— RECORDS SHOWN —
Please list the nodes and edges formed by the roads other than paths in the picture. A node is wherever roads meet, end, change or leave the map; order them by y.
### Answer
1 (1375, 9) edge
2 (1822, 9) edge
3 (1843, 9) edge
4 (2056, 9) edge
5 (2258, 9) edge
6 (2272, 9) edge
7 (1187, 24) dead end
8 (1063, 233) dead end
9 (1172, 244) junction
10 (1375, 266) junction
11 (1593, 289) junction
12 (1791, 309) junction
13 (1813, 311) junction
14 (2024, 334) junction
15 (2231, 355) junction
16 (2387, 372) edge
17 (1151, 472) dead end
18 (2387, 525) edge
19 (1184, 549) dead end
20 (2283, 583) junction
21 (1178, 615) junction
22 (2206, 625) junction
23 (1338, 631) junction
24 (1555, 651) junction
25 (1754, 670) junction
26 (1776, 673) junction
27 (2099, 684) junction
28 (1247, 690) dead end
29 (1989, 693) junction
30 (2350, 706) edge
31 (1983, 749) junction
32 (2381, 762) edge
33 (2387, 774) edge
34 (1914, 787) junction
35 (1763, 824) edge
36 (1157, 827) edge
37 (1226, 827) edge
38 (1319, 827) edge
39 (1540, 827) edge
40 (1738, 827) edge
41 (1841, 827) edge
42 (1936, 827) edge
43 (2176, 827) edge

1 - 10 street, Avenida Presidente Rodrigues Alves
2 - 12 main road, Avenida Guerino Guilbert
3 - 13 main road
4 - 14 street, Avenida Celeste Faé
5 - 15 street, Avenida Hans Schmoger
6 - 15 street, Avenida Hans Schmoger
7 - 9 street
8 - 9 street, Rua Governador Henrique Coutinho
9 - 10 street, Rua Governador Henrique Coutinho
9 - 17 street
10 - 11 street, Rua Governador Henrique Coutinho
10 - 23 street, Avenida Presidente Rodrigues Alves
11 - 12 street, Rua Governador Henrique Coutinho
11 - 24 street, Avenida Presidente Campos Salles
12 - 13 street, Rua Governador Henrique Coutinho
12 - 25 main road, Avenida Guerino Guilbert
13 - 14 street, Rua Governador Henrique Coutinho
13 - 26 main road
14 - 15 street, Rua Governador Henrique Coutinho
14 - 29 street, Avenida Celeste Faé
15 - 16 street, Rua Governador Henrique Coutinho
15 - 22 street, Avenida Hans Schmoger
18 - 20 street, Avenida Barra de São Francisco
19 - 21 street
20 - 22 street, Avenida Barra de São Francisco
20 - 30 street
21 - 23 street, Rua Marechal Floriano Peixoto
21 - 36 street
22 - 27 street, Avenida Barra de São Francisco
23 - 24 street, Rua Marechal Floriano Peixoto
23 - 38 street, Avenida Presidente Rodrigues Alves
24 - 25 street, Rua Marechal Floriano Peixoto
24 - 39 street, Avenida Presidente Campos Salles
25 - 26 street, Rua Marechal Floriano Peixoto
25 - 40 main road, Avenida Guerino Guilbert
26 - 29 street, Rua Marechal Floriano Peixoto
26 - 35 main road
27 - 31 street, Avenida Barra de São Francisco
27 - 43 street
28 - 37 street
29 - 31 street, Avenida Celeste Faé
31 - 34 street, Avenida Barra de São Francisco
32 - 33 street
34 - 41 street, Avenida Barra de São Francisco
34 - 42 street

— WORK ORDER —
Find each line in the listing above that contains "Peixoto", and copy that line.

— TASK RESPONSE —
21 - 23 street, Rua Marechal Floriano Peixoto
23 - 24 street, Rua Marechal Floriano Peixoto
24 - 25 street, Rua Marechal Floriano Peixoto
25 - 26 street, Rua Marechal Floriano Peixoto
26 - 29 street, Rua Marechal Floriano Peixoto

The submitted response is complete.